▶ The task
The output should be the line containing "Road topology of" and every later line of the records, exactly as written, and nothing else.

++++++

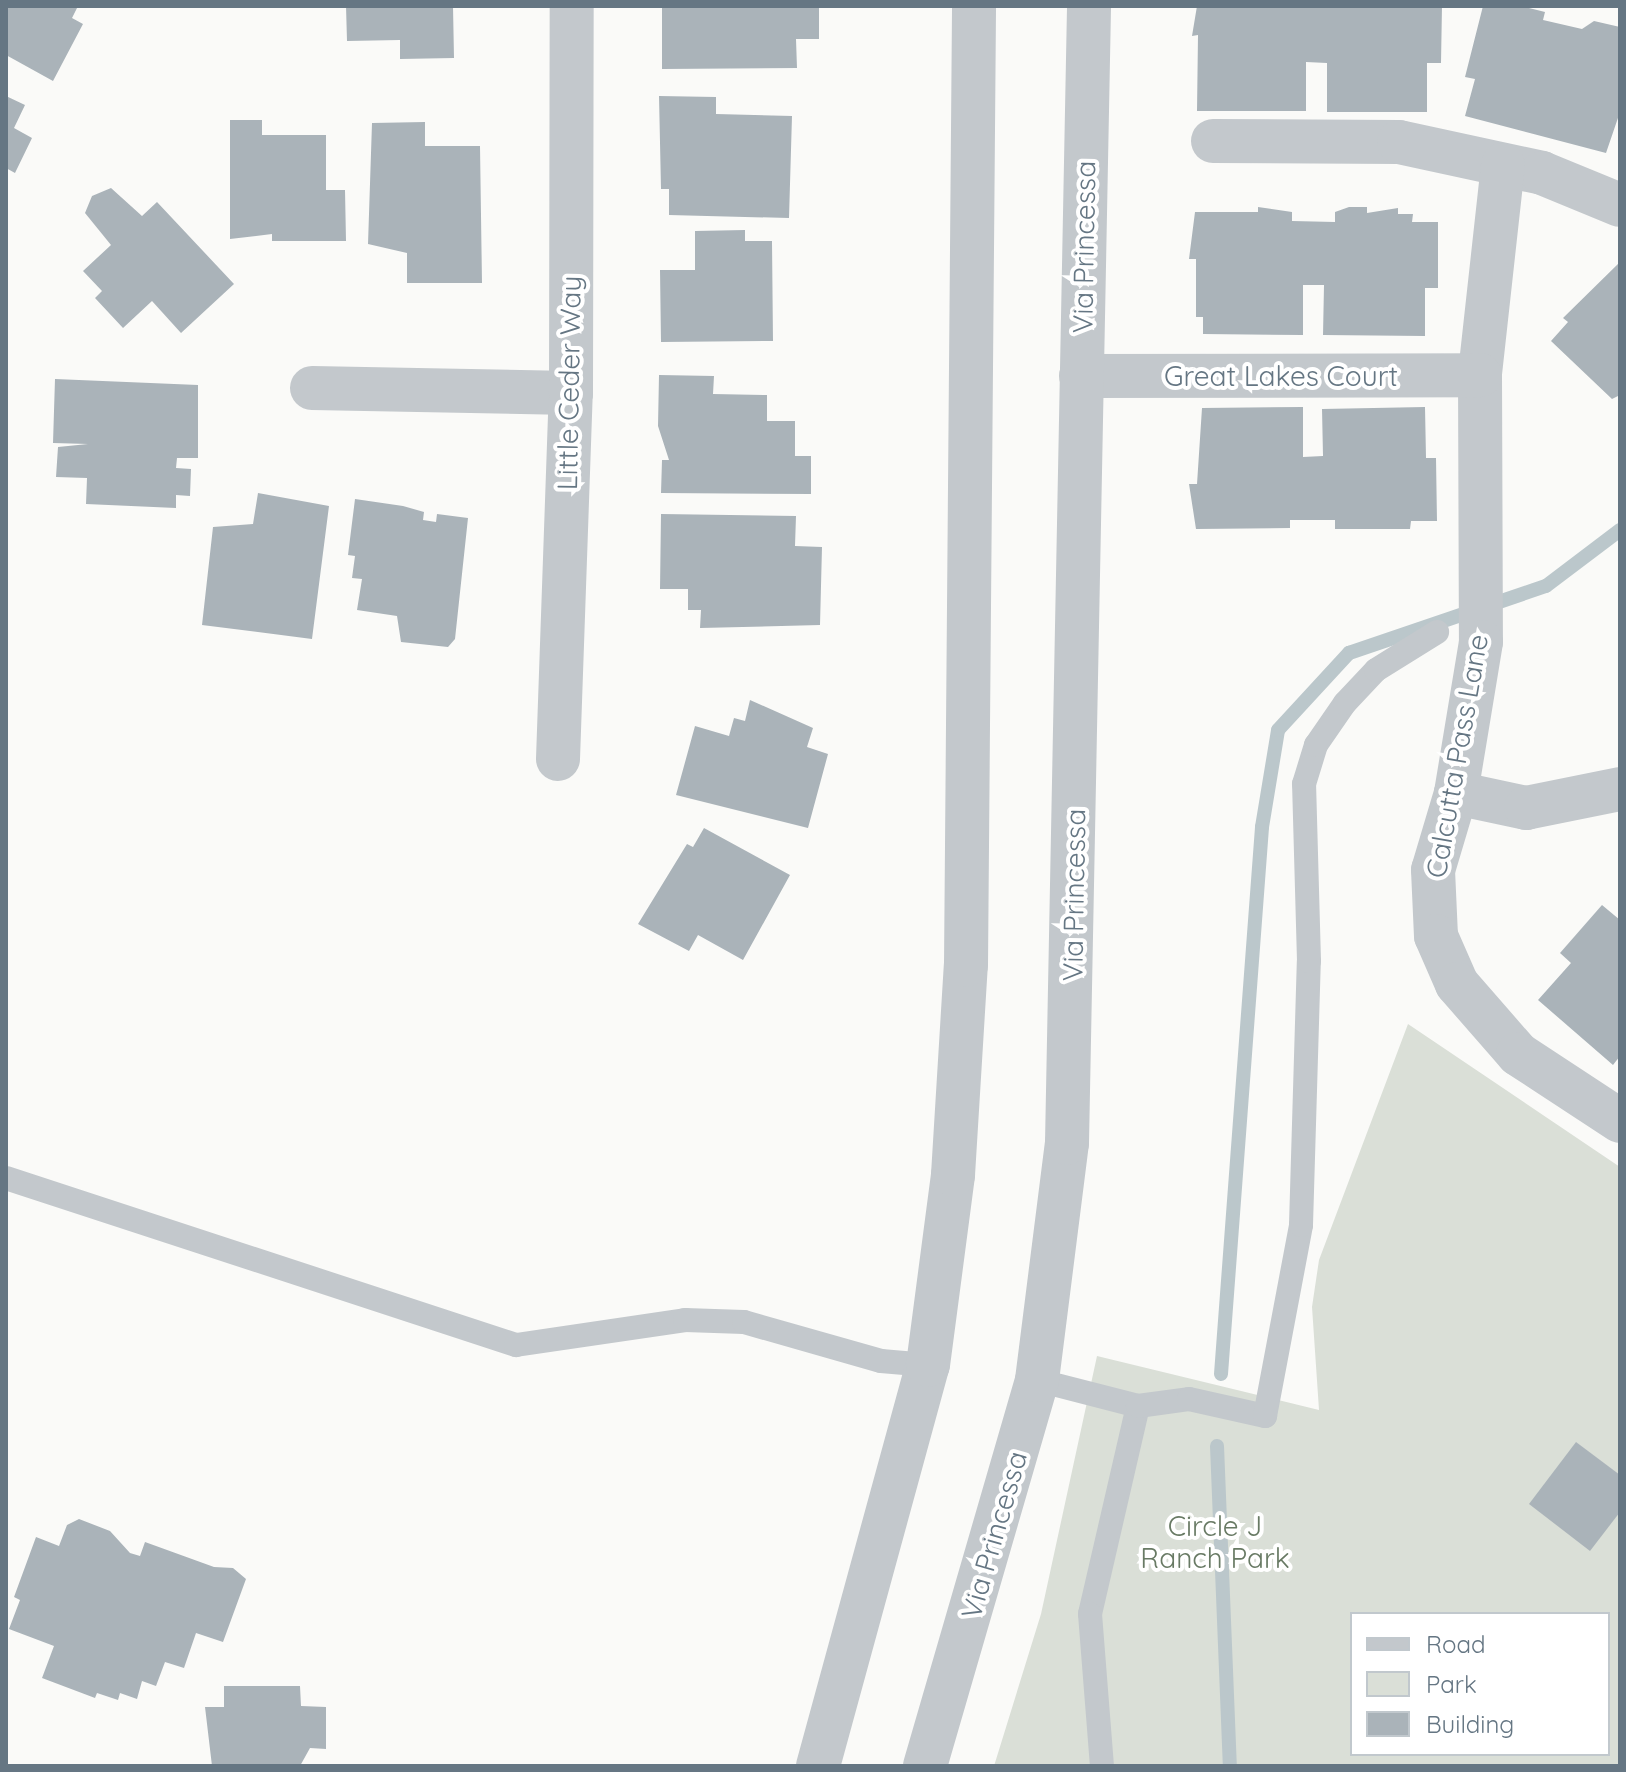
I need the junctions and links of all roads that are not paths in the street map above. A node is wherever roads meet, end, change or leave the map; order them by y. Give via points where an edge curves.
1 (572, 6) edge
2 (974, 6) edge
3 (1089, 6) edge
4 (1213, 141) dead end
5 (1503, 165) junction
6 (1620, 205) edge
7 (1480, 375) junction
8 (1081, 376) junction
9 (312, 388) dead end
10 (571, 393) junction
11 (1437, 632) dead end
12 (558, 759) dead end
13 (1620, 789) edge
14 (1456, 793) junction
15 (1620, 1121) edge
16 (6, 1178) edge
17 (928, 1365) junction
18 (1037, 1380) junction
19 (1138, 1406) junction
20 (818, 1766) edge
21 (925, 1766) edge
22 (1102, 1766) edge

1 - 10 street, Little Ceder Way
2 - 17 street via 966,965 953,1175
3 - 8 street, Via Princessa
4 - 5 street via 1399,142
5 - 6 street
5 - 7 street, Calcutta Pass Lane
7 - 8 street, Great Lakes Court
7 - 14 street, Calcutta Pass Lane via 1481,642
8 - 18 street, Via Princessa via 1067,1143
9 - 10 street
10 - 12 street, Little Ceder Way
11 - 19 lane via 1376,670 1345,703 1316,745 1304,784 1309,961 1301,1225 1265,1416 1189,1399
13 - 14 street via 1526,808
14 - 15 street, Calcutta Pass Lane via 1433,870 1436,936 1457,984 1518,1054
16 - 17 lane via 516,1345 685,1320 744,1322 881,1361
17 - 20 street
18 - 19 lane
18 - 21 street, Via Princessa
19 - 22 lane via 1090,1614

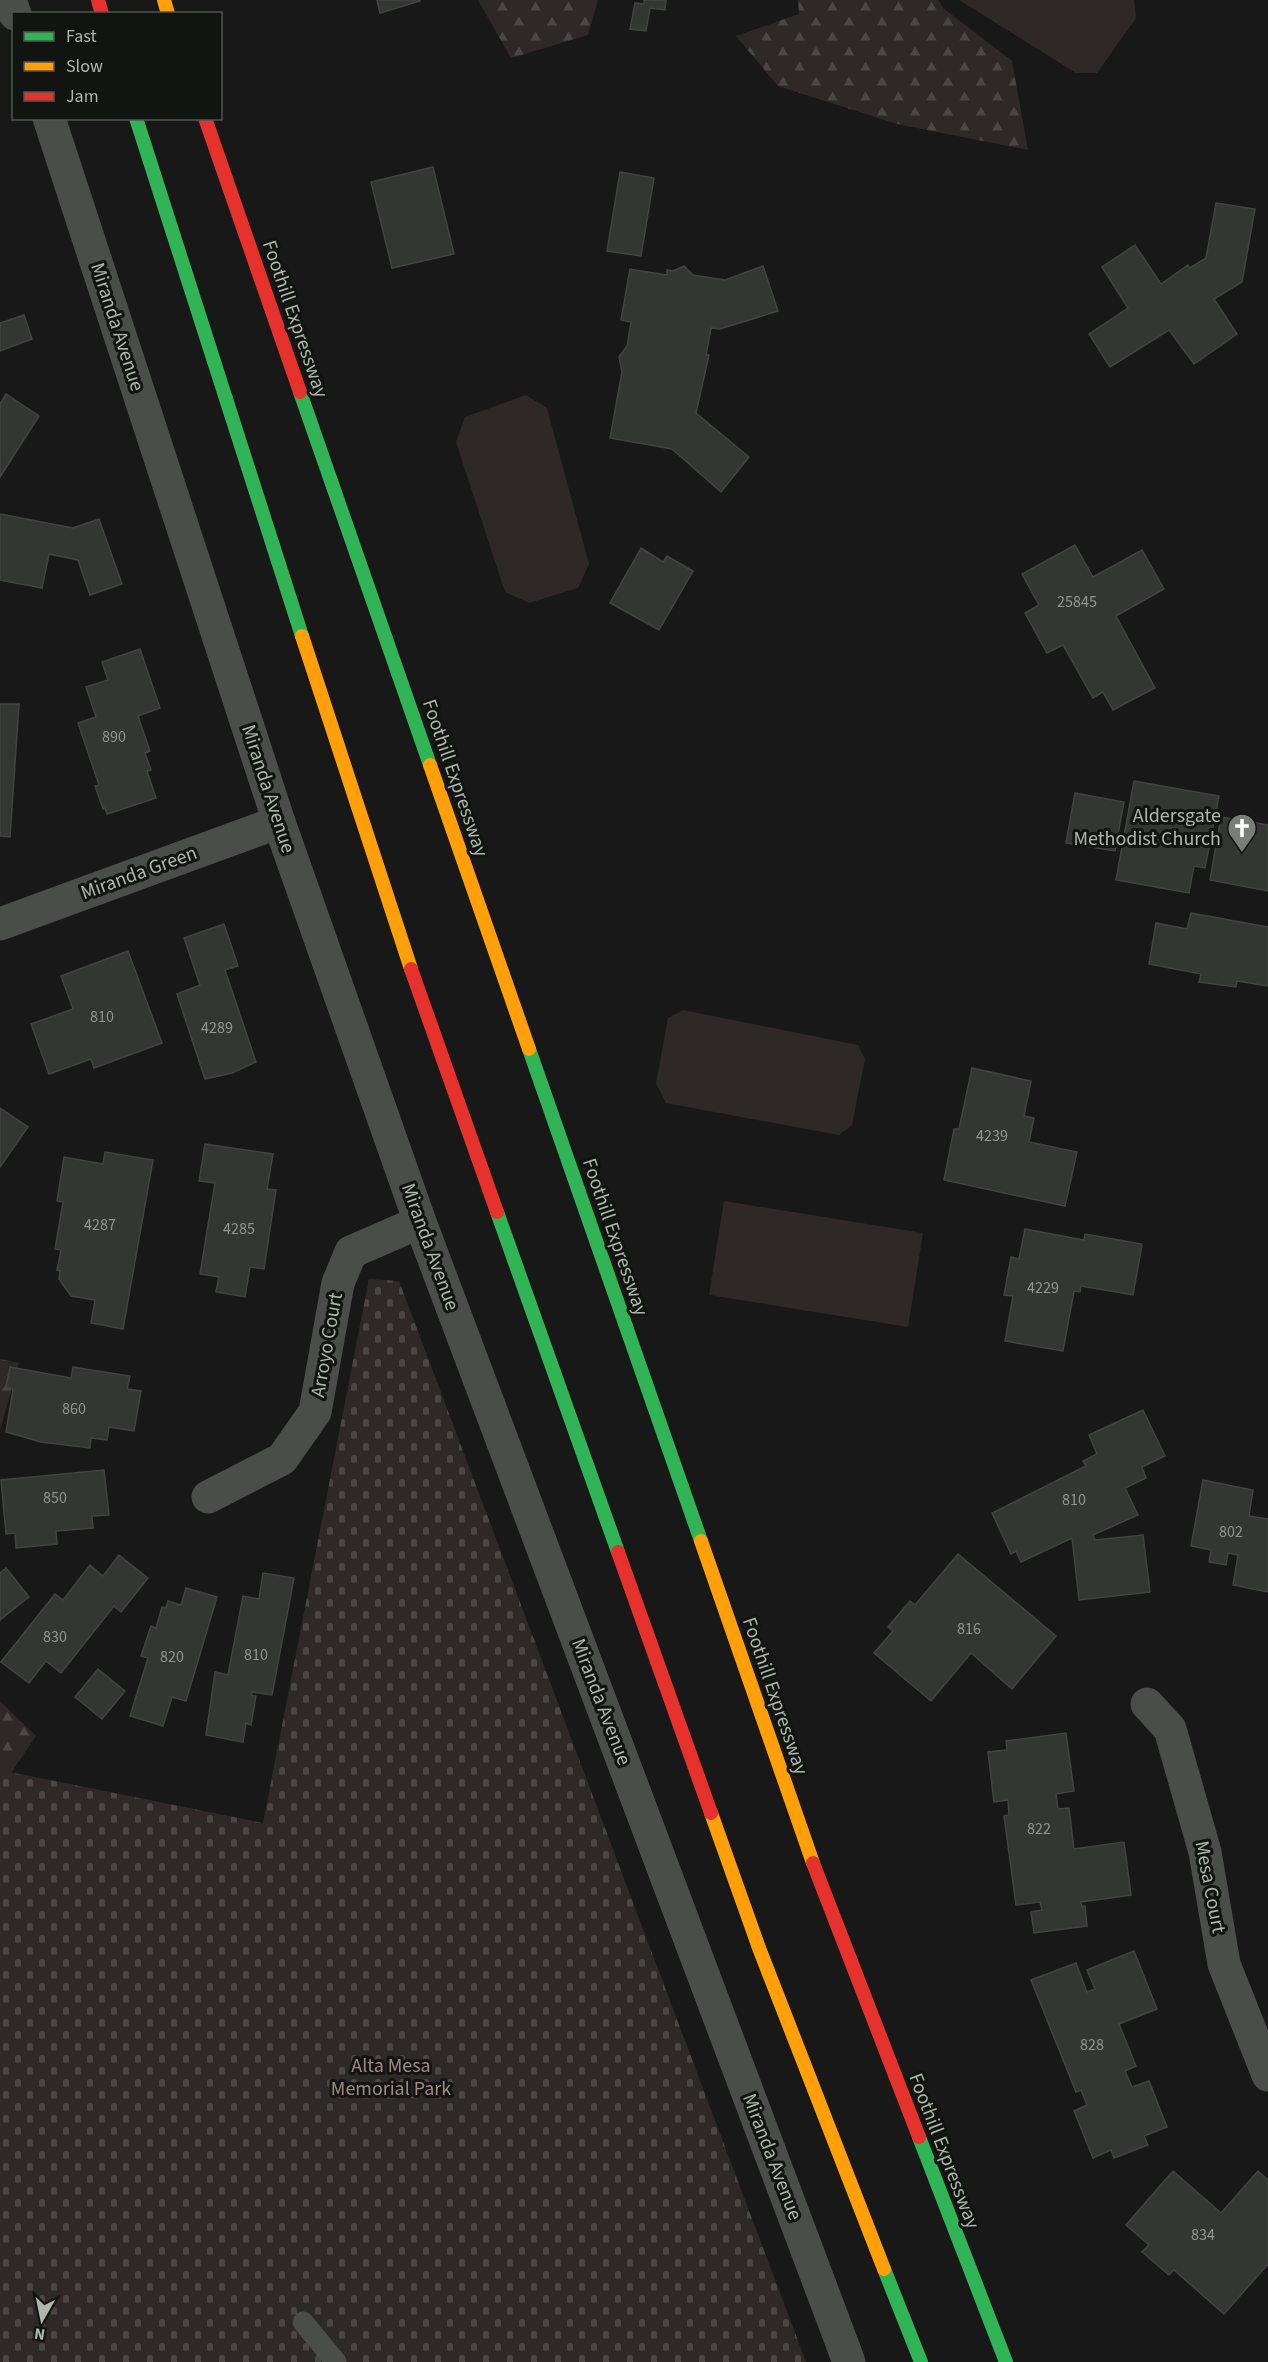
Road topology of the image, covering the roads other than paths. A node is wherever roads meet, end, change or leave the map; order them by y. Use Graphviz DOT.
graph roads {
  1 [pos="50,120"];
  2 [pos="137,120"];
  3 [pos="206,120"];
  4 [pos="279,822"];
  5 [pos="0,924"];
  6 [pos="420,1222"];
  7 [pos="208,1497"];
  8 [pos="1148,1704"];
  9 [pos="1268,2075"];
  10 [pos="303,2322"];
  11 [pos="336,2362"];
  12 [pos="849,2362"];
  13 [pos="921,2362"];
  14 [pos="1006,2362"];
  1 -- 4 [label="street, Miranda Avenue"];
  2 -- 13 [label="highway"];
  3 -- 14 [label="highway, Foothill Expressway"];
  4 -- 5 [label="street, Miranda Green"];
  4 -- 6 [label="street, Miranda Avenue"];
  6 -- 7 [label="street, Arroyo Court"];
  6 -- 12 [label="street, Miranda Avenue"];
  8 -- 9 [label="street, Mesa Court"];
  10 -- 11 [label="lane"];
}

++++++

▶ Your solution
Road topology of the image, covering the roads other than paths. A node is wherever roads meet, end, change or leave the map; order them by y. Use Graphviz DOT.
graph roads {
  1 [pos="50,120"];
  2 [pos="137,120"];
  3 [pos="206,120"];
  4 [pos="279,822"];
  5 [pos="0,924"];
  6 [pos="420,1222"];
  7 [pos="208,1497"];
  8 [pos="1148,1704"];
  9 [pos="1268,2075"];
  10 [pos="303,2322"];
  11 [pos="336,2362"];
  12 [pos="849,2362"];
  13 [pos="921,2362"];
  14 [pos="1006,2362"];
  1 -- 4 [label="street, Miranda Avenue"];
  2 -- 13 [label="highway"];
  3 -- 14 [label="highway, Foothill Expressway"];
  4 -- 5 [label="street, Miranda Green"];
  4 -- 6 [label="street, Miranda Avenue"];
  6 -- 7 [label="street, Arroyo Court"];
  6 -- 12 [label="street, Miranda Avenue"];
  8 -- 9 [label="street, Mesa Court"];
  10 -- 11 [label="lane"];
}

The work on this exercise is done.